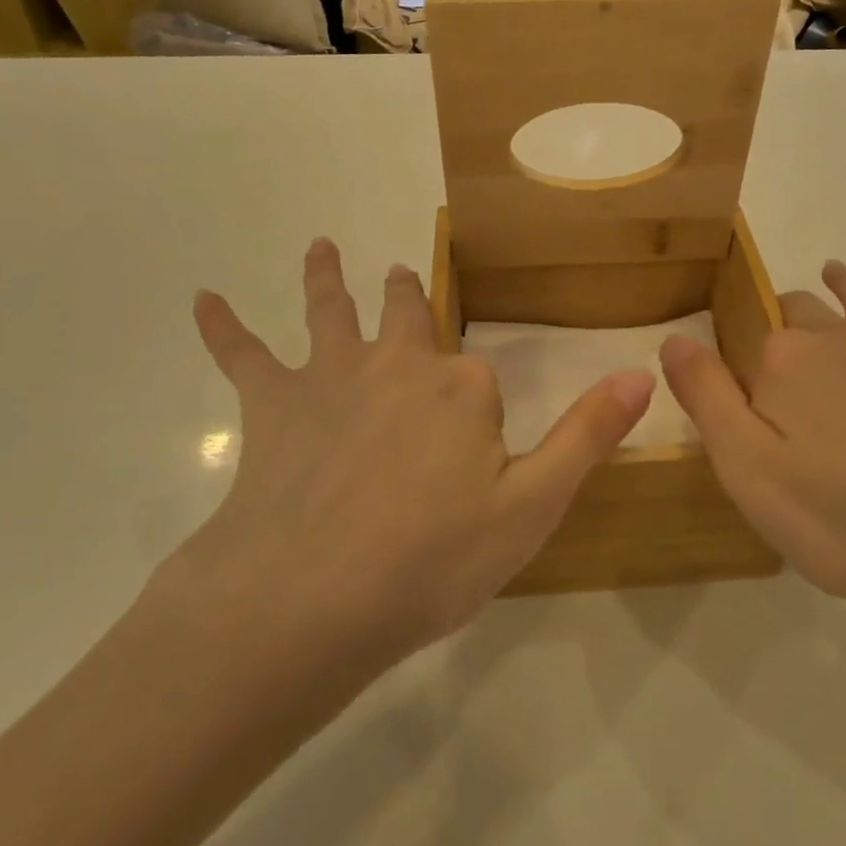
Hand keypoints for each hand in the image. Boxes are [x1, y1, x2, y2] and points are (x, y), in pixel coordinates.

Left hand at [183, 239, 653, 664]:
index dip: (479, 410)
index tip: (477, 448)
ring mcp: (331, 377)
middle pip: (407, 316)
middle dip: (408, 296)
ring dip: (327, 278)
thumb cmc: (430, 562)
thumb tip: (643, 373)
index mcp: (462, 388)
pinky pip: (243, 354)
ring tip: (321, 246)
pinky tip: (202, 299)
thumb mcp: (532, 508)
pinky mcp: (272, 404)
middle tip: (404, 274)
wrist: (308, 599)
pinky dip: (223, 326)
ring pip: (331, 312)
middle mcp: (399, 364)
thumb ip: (587, 436)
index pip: (480, 377)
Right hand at [659, 261, 845, 679]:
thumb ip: (705, 396)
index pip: (746, 337)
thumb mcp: (747, 469)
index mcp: (785, 358)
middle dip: (783, 318)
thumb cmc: (845, 518)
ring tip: (836, 273)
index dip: (735, 354)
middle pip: (801, 311)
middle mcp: (841, 339)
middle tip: (775, 344)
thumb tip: (674, 337)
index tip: (731, 385)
§
What the task asks — In the material above, which lines contain "ring"? Copy each of them.

Response box —
ring mcp: (331, 377)
ring dip: (327, 278)
ring tip: (321, 246)
ring pip: (331, 312)
ring tip: (836, 273)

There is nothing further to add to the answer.